◆ Exercise input ◆
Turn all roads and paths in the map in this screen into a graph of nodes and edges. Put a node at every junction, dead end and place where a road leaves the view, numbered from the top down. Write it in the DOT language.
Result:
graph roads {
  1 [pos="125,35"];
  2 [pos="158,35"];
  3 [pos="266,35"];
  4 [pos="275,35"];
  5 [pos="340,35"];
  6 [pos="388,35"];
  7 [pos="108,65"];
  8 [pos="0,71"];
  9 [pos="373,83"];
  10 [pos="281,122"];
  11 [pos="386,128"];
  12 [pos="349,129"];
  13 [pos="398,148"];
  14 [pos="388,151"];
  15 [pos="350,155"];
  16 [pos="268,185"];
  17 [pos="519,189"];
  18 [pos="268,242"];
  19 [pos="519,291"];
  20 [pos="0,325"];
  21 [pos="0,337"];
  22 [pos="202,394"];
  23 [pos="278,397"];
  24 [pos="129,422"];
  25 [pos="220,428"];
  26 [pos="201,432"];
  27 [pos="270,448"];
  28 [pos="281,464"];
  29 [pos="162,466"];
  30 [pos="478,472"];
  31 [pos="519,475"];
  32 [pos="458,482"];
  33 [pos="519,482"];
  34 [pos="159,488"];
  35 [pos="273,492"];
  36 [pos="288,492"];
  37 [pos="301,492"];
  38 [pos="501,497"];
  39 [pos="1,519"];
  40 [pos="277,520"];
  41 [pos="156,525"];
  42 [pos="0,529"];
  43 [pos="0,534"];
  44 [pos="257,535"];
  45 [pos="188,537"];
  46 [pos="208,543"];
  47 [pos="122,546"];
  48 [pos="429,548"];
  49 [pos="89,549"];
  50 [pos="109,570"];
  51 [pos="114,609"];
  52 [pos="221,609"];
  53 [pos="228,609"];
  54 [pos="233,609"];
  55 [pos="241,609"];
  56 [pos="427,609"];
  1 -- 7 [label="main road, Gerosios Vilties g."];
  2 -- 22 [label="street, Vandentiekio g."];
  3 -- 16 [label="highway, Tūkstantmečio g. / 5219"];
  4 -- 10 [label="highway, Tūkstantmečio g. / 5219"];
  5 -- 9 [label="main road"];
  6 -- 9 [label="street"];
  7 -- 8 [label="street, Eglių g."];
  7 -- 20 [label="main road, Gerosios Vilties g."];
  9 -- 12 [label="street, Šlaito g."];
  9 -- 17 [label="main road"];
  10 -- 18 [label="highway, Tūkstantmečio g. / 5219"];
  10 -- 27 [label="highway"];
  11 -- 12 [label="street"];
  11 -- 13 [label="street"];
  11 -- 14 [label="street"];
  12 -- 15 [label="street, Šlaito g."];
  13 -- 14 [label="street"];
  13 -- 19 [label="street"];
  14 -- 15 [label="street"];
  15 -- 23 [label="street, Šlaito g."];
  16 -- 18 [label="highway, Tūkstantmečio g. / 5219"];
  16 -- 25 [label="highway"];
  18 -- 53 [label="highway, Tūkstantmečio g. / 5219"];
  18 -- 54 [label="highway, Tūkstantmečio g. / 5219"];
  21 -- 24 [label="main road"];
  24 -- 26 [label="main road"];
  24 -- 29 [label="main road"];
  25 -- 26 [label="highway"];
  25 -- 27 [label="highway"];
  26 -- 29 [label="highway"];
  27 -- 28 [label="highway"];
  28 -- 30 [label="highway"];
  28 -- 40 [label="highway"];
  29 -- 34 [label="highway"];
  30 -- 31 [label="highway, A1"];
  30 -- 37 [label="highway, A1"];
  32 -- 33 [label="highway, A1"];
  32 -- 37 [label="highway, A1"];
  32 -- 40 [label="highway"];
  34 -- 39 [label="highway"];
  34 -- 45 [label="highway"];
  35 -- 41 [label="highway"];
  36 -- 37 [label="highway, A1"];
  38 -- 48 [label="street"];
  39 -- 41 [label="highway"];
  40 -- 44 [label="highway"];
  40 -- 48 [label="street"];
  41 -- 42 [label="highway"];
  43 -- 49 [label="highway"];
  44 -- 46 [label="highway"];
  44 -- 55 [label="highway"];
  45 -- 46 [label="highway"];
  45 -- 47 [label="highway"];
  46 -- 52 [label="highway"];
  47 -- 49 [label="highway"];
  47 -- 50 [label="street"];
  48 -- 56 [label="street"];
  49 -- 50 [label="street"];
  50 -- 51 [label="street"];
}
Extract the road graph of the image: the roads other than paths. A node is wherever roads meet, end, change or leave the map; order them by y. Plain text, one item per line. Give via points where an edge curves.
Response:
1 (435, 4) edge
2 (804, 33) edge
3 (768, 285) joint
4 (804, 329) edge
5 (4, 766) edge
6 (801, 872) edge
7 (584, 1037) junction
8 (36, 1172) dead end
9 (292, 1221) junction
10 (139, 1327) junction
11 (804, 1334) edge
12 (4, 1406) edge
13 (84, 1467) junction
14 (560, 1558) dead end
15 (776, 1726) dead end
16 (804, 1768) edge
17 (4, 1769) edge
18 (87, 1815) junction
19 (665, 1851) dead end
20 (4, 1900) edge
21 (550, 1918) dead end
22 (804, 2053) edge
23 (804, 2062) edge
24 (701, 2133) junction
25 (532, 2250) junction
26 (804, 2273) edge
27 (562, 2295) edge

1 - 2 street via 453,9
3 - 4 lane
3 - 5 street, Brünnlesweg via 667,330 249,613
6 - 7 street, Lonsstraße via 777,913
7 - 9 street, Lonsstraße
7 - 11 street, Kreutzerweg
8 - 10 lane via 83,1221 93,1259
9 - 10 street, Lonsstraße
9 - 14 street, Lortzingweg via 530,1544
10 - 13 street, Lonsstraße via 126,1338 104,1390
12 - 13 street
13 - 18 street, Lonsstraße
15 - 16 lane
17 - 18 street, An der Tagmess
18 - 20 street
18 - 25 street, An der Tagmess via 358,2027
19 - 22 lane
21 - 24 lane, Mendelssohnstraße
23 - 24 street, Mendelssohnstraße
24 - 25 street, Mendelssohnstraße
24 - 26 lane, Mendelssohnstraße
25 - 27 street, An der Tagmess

...

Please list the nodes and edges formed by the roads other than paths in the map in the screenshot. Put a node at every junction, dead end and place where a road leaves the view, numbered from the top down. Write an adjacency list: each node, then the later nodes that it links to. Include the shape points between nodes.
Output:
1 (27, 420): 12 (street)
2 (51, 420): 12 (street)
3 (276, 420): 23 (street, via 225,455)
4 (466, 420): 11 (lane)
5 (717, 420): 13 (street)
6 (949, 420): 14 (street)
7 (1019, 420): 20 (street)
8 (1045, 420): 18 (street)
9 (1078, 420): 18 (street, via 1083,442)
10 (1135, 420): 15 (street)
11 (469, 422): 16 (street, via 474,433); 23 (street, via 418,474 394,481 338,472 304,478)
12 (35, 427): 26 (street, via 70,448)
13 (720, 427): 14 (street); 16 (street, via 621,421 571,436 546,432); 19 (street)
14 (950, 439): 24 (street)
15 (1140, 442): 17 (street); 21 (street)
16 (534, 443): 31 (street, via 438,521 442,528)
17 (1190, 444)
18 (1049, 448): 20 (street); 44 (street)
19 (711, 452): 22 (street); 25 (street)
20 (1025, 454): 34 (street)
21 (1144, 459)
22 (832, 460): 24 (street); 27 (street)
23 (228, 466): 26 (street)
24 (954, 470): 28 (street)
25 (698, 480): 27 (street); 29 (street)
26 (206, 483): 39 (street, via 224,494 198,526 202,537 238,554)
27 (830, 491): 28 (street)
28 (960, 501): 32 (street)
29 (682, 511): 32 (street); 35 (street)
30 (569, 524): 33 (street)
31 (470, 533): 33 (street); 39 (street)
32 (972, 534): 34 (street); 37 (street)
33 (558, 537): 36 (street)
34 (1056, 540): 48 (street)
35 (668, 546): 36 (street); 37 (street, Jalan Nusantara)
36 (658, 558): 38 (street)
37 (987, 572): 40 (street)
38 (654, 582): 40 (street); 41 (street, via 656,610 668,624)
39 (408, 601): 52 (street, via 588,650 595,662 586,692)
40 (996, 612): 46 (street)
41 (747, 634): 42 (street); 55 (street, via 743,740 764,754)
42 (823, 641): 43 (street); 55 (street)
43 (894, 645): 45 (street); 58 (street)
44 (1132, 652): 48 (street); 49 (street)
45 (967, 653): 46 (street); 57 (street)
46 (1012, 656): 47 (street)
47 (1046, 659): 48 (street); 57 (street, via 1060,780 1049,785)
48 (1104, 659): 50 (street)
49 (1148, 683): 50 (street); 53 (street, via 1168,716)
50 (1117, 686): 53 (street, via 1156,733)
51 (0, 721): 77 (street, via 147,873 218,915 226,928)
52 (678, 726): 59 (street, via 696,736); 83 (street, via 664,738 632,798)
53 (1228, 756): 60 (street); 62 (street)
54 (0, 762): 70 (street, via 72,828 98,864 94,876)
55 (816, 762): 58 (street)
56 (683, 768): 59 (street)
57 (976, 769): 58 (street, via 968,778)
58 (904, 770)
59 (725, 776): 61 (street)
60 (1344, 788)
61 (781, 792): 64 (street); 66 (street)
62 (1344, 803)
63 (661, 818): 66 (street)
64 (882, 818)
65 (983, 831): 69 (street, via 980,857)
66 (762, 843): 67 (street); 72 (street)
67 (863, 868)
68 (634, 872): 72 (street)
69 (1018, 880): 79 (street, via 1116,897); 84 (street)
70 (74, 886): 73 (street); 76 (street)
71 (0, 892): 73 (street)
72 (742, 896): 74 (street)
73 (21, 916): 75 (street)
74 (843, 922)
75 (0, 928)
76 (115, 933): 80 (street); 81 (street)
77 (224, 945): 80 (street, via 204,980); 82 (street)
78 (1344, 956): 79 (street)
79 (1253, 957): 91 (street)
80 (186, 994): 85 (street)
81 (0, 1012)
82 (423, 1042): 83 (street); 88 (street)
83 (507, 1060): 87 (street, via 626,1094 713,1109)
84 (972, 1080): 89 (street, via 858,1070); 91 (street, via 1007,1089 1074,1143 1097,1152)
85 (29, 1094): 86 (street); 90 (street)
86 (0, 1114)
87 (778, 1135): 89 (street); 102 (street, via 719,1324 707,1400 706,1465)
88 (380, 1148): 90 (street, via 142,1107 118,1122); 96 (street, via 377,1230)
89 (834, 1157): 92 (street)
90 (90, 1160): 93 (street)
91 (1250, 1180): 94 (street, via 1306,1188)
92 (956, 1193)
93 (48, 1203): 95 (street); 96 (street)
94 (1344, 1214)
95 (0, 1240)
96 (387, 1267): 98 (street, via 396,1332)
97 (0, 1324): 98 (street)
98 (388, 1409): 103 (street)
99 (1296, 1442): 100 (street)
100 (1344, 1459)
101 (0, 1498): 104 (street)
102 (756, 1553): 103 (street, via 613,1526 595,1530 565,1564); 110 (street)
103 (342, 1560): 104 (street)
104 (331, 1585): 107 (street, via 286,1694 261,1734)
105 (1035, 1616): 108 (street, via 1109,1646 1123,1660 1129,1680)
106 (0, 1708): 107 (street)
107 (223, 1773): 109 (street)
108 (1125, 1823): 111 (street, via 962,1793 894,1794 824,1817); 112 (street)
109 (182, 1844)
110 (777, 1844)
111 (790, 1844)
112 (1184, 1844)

◆ Your assignment ◆
Check each line of the data for the word "Tagmess", then state only how many lines hold it.

◆ Answer to the problem ◆
3